Bodie ignored him. "The bondsman's contract is for sale?"

This took Brennan by surprise. "You want him? You'll be returning to Moorkind. He's a thief. Take a thief into Ragnarson's house, and you'll rue it."

"Ragnarson's house has had its share of thieves," Bodie said cryptically, with a glance at Koval. "I'll pay your price for this bondsman, have his contract made over to me. And I'll take the horses belonging to these men. If we leave now, Raymond, we can be in Gaelgate by nightfall. In three days it'll snow so hard, the passes won't open till spring. Ah...there will be a fire here. That chimney is about to split wide open. The thatch will blaze, because Brennan doesn't believe me and won't trouble himself to make repairs." He lifted the stone, let it catch the sun. "I have what is mine. And for that..." he held out his hand and I clasped it. "I'm in your debt."

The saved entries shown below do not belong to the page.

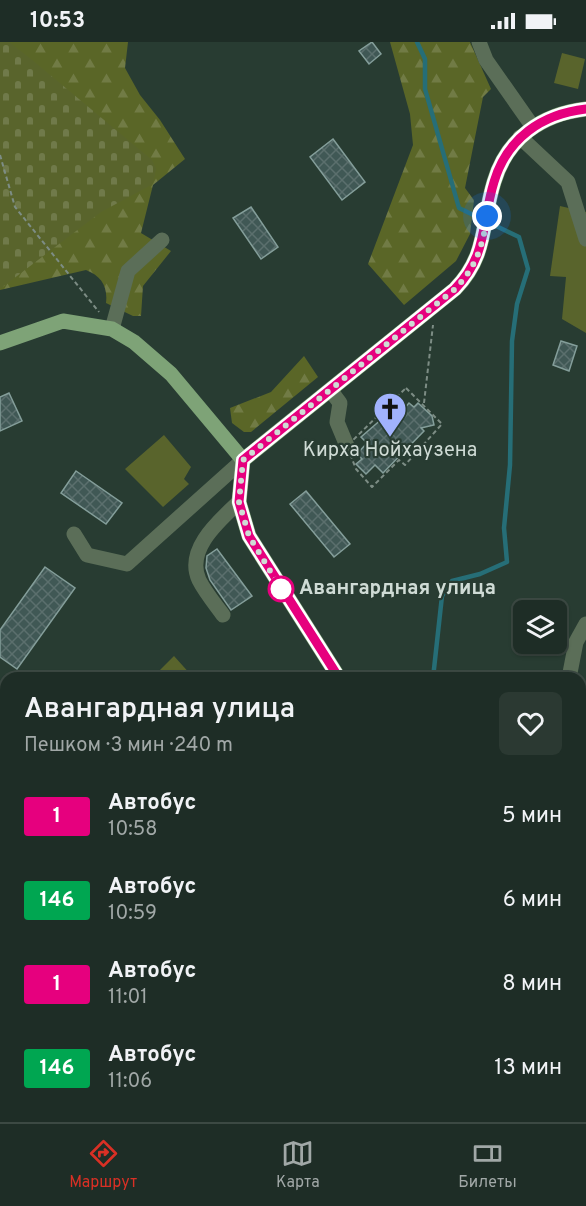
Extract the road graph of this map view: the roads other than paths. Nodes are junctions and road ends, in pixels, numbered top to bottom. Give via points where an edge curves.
1 (479, 42) edge
2 (586, 109) edge
3 (533, 127) junction
4 (520, 137) junction
5 (586, 239) edge
6 (162, 240) dead end
7 (112, 328) junction
8 (0, 343) edge
9 (331, 391) junction
10 (347, 446) road end
11 (243, 460) junction
12 (239, 502) junction
13 (74, 534) dead end
14 (223, 615) dead end
15 (586, 624) edge
16 (335, 672) edge
17 (570, 672) edge

1 - 3 street via 486,60
2 - 3 main road via 562,112
3 - 4 main road
4 - 5 street via 568,182
4 - 9 main road via 501,163 480,252 470,274
6 - 7 street via 128,271
7 - 8 main road via 63,321
7 - 11 main road via 171,374
9 - 10 street via 340,404 337,422
9 - 11 main road
11 - 12 main road
11 - 13 street via 127,564 87,555
12 - 14 street via 209,530 198,559 198,579
12 - 16 main road via 249,536
15 - 17 street via 576,642

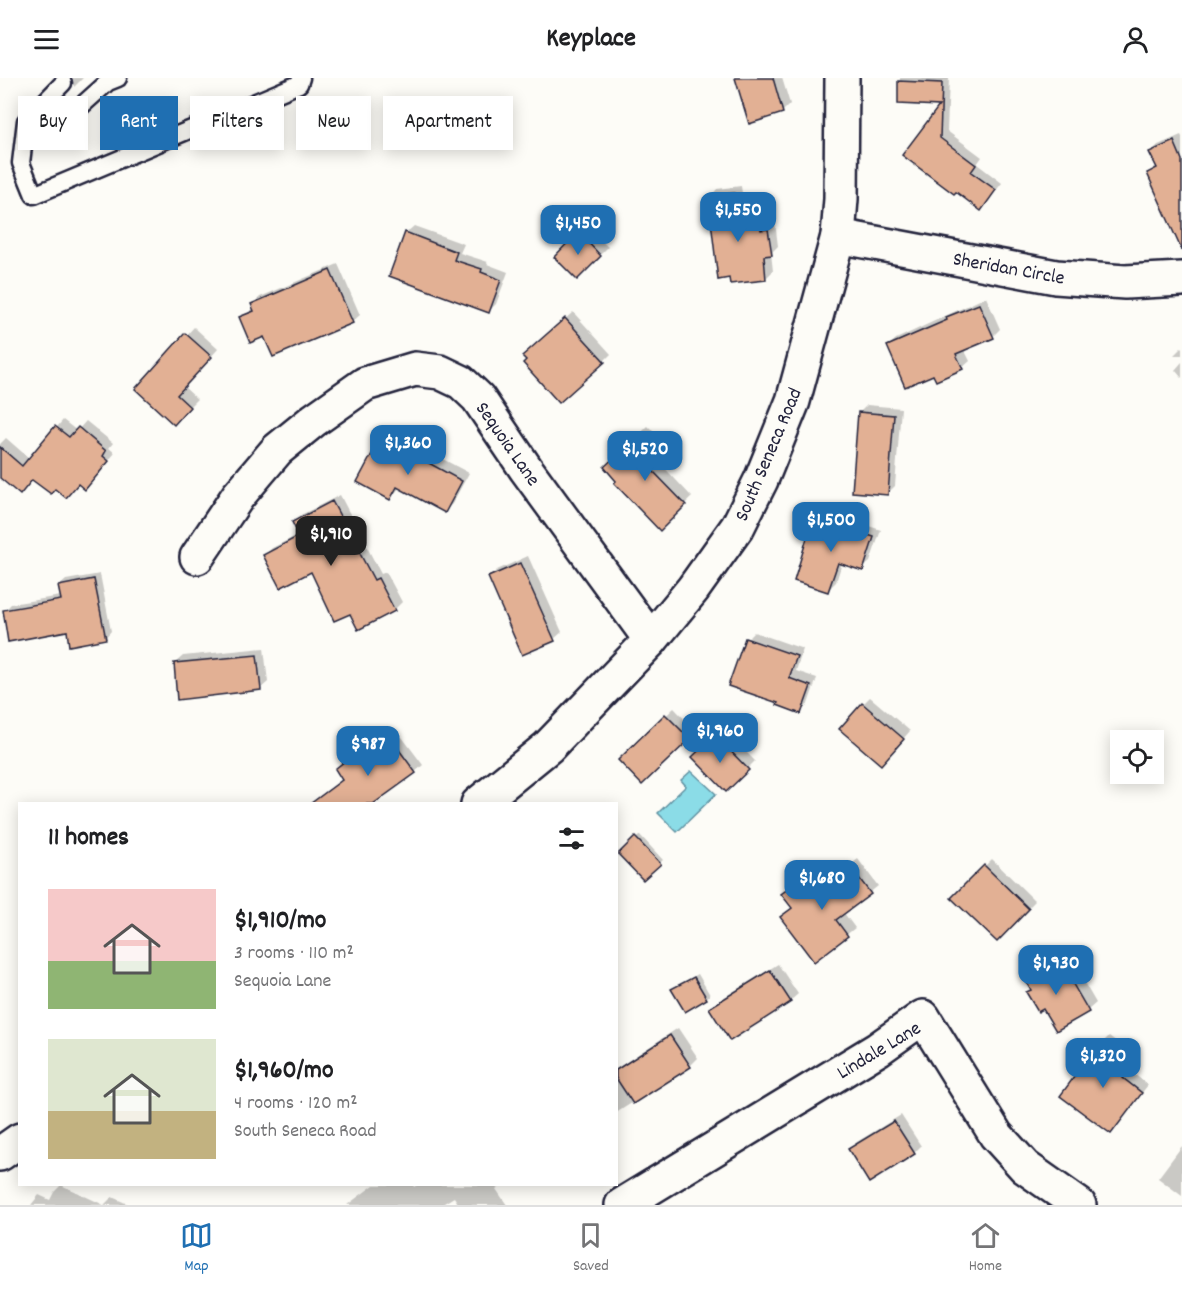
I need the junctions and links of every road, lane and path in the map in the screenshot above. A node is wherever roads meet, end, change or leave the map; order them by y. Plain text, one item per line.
1 (118, 78) edge
2 (301, 78) edge
3 (842, 78) edge
4 (63, 83) dead end
5 (50, 96) edge
6 (88, 100) edge
7 (23, 150) edge
8 (838, 236) junction
9 (1182, 279) edge
10 (197, 558) dead end
11 (651, 640) junction
12 (480, 802) edge
13 (18, 1141) edge
14 (0, 1154) edge
15 (664, 1194) edge
16 (622, 1205) edge
17 (1079, 1205) edge

1 - 6 lane
2 - 7 lane
3 - 8 street, South Seneca Road
4 - 5 lane
8 - 9 street, Sheridan Circle
8 - 11 street, South Seneca Road
10 - 11 street, Sequoia Lane
11 - 12 street, South Seneca Road
13 - 14 street
15 - 16 street, Lindale Lane
15 - 17 street, Lindale Lane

What Brennan made of this I never knew, but within the hour I was mounted on the dappled grey horse Koval had ridden, while Bodie was on the black, leading the way south out of Breakheart. Behind us, funeral pyres were already smoking. The wind scattered ash across the forecourt, darkening the snow.

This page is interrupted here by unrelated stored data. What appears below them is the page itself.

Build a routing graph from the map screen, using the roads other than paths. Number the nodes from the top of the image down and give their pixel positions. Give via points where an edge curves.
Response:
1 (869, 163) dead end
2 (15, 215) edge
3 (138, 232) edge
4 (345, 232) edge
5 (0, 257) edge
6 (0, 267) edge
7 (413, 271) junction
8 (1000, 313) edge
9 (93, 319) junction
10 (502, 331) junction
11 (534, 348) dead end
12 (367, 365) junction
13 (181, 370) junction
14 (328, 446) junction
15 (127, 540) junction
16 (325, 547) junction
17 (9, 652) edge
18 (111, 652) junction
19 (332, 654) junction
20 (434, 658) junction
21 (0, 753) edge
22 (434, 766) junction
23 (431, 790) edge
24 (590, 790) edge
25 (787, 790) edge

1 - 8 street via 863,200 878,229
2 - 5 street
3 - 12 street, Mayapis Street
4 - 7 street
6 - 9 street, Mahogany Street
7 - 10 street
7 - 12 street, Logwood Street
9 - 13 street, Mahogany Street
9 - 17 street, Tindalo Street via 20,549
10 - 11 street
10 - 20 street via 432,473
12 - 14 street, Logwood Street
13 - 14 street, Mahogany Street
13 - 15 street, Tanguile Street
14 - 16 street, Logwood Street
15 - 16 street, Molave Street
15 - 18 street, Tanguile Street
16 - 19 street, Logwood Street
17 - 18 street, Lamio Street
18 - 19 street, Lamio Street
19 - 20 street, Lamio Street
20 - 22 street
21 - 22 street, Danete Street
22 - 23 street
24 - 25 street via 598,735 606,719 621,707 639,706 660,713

My contract had been made over in Bodie's name and was safe in his jacket. According to Moorkind law I belonged to him now as I had belonged to Brennan. I would be his property for five years, to keep or to sell, and if he killed me no real questions would be asked.

But Moorkind law was wrong. I did not belong to Bodie because of any bond contract, he was not about to kill me, and I would be with him much longer than five years. I would be with him until he told me to go, long after my freedom was restored. Love is more binding than any bond contract.

The setting sun was bloated in a sky so crimson, it made me think of blood, of Koval, Endoven, and the woman whose name I never knew. I touched my heels to the grey's sides to bring him up alongside Bodie, who had reined back on the shoulder of the hill. Below us were the snow-heavy, thatched rooves of Gaelgate. I could smell their hearthsmoke and I was hungry.

Bodie teased me with a smile. "I never owned a bondsman before. You'll eat from my plate, will you?"

"Tend your horses, sharpen your swords, clean your leathers," I added. "Then set your hearth, make your bed and share it with you, if you'll have me."

"Oh, I'll have you," he said, a growl that made me shiver. "Five years until you're free, Raymond. I expect I'll have you a great many times!"

"And many more thereafter," I added. The wind gusted and a flurry of snow brushed my face. "Let's get in before it starts."

He caught my hand and squeezed it tightly, a gesture of affection. Then he urged his horse down the sloping trail toward the town, and I was glad to follow.